A new world of scamsters
Facebook games — Mafia Wars, FarmVille, Restaurant City — have become surprisingly effective at diverting time wasters among the social-networking crowd. More than 63 million people alone play FarmVille. But now accusations have surfaced that the games can lead some more gullible players, including children, into Internet scams, especially if they have a cell phone.
I've seen this coming for a long time now. More and more, the solution to monetizing things like Twitter and Facebook are pyramid schemes, affiliate marketing scams, and lead-gen trickery. The recent Facebook/Zygna/Offerpal debacle is simple the most wide-spread and nefarious to date. I don't know what the solution is, but I have a feeling it's only going to get worse before it gets better. Much worse.

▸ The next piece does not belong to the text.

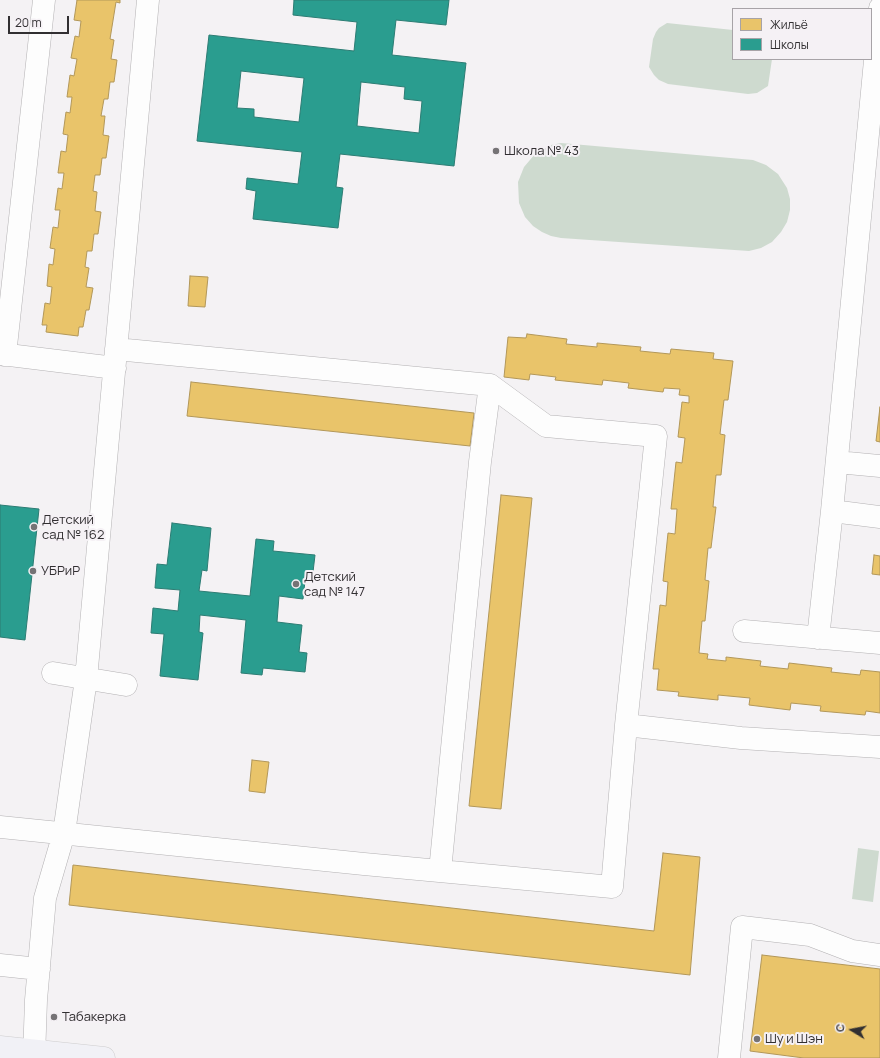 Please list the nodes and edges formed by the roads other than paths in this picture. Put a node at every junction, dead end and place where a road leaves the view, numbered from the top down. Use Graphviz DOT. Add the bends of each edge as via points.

I remember when email inboxes used to be littered with spam. That was back in the dark times, before Gmail. This little company called Google came out with Gmail and changed email forever. Gmail's spam filter was breakthrough in its effectiveness and accuracy in stopping spam. Google forced everyone else to step up their game and make spam filtering a feature worth switching your email address for.

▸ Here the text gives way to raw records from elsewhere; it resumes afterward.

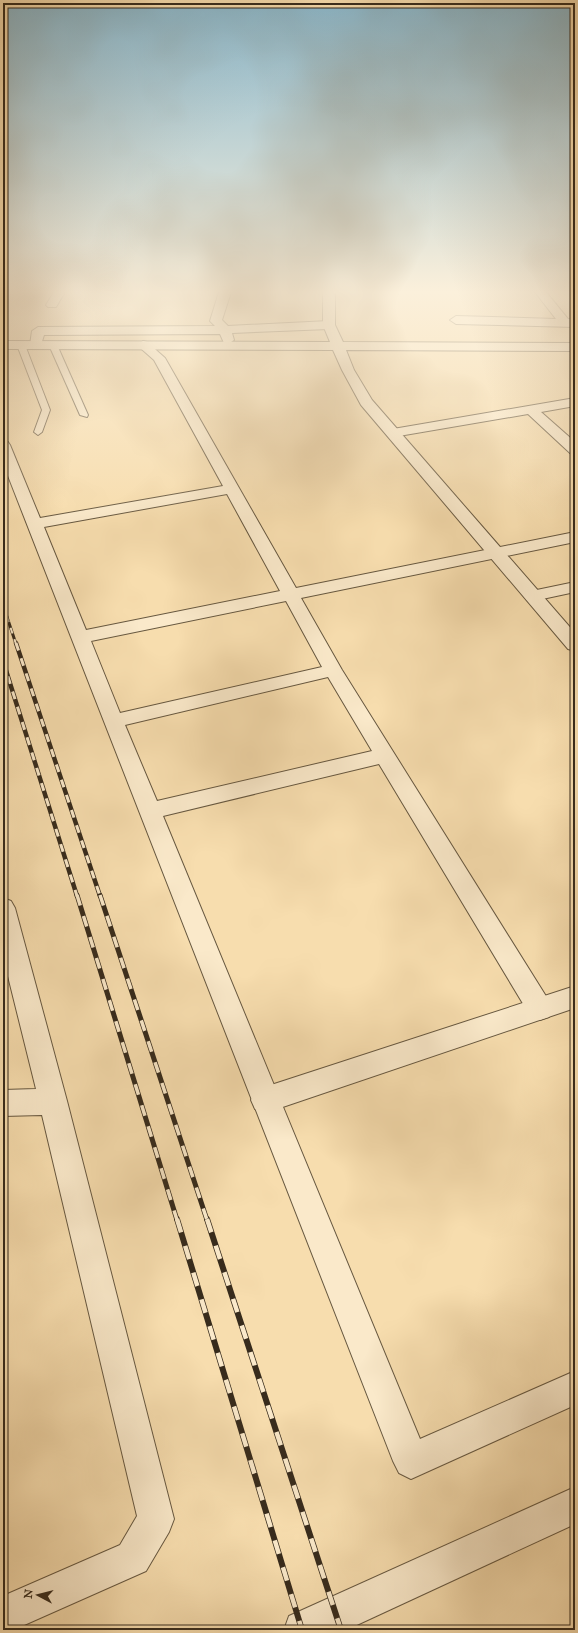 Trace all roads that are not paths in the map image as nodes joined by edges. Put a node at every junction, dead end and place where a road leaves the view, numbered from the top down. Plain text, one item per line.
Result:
1 (30, 368) edge
2 (64, 368) edge
3 (165, 368) edge
4 (347, 368) edge
5 (575, 402) edge
6 (530, 409) junction
7 (84, 415) dead end
8 (38, 432) dead end
9 (393, 433) junction
10 (3, 445) edge
11 (575, 450) edge
12 (232, 489) junction
13 (35, 524) junction
14 (575, 537) edge
15 (496, 554) junction
16 (575, 587) edge
17 (291, 595) junction
18 (533, 596) junction
19 (81, 637) junction
20 (575, 645) edge
21 (333, 670) junction
22 (113, 721) junction
23 (385, 755) junction
24 (149, 811) junction
25 (3, 908) edge
26 (7, 947) edge
27 (575, 997) edge
28 (540, 1009) junction
29 (53, 1100) junction
30 (265, 1100) junction
31 (3, 1103) edge
32 (575, 1388) edge
33 (575, 1505) edge
34 (3, 1615) edge
35 (304, 1630) edge

1 - 8 lane
2 - 7 lane
3 - 12 street
4 - 9 street
5 - 6 street
6 - 9 street
6 - 11 street
9 - 15 street
10 - 13 street
12 - 13 street
12 - 17 street
13 - 19 street
14 - 15 street
15 - 17 street
15 - 18 street
16 - 18 street
17 - 19 street
17 - 21 street
18 - 20 street
19 - 22 street
21 - 22 street
21 - 23 street
22 - 24 street
23 - 24 street
23 - 28 street
24 - 30 street
25 - 26 street
26 - 29 street
27 - 28 street
28 - 30 street
29 - 31 street
29 - 34 street
30 - 32 street
33 - 35 street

Today, email spam isn't even an issue. I probably average less than one piece of spam a month. When I can't figure out how to unsubscribe from a newsletter I someone ended up on, I just add it to spam and it's gone forever. Gmail goes the extra mile and now lets you know which pieces of junk mail are asscoiated with phising schemes. This is the kind of control we need now on Facebook before it gets too late.
I want to block most applications on Facebook. FarmVille needs to be classified as spam. When you click on anything having to do with a Zynga application you should get a giant warning that tells you other users have reported it as a possible phishing scheme. I wish there was a setting to block all applications that weren't on a special "allow" list. I don't want to see every update or newsfeed injection created by every game played and ever quiz ever made. And Twitter... well, Twitter is a whole different bucket of worms.
Twitter is a sea filled with spammers trying to sell you porn, affiliate programs, and links from clickbanks and link exchanges. It’s a scammers paradise, full of gullible people who have no idea what they are getting into. Trending Topics is damn near useless. 90% of what ends up trending is a result of bots hitting the API like mad.
If you want to know how to “monetize social media” just have a look at everything that the scamsters out are there doing today. They've figured it out. Sure, you’ll end up on everyone’s block list, but you’ll end up with a bucket of hard earned money made from pissing everyone off. Just make sure you don’t use your real picture on all those social profiles, or someone might run up to you on the street and beat you with their iPhone. Don't you know? There's a special badge for that on Foursquare.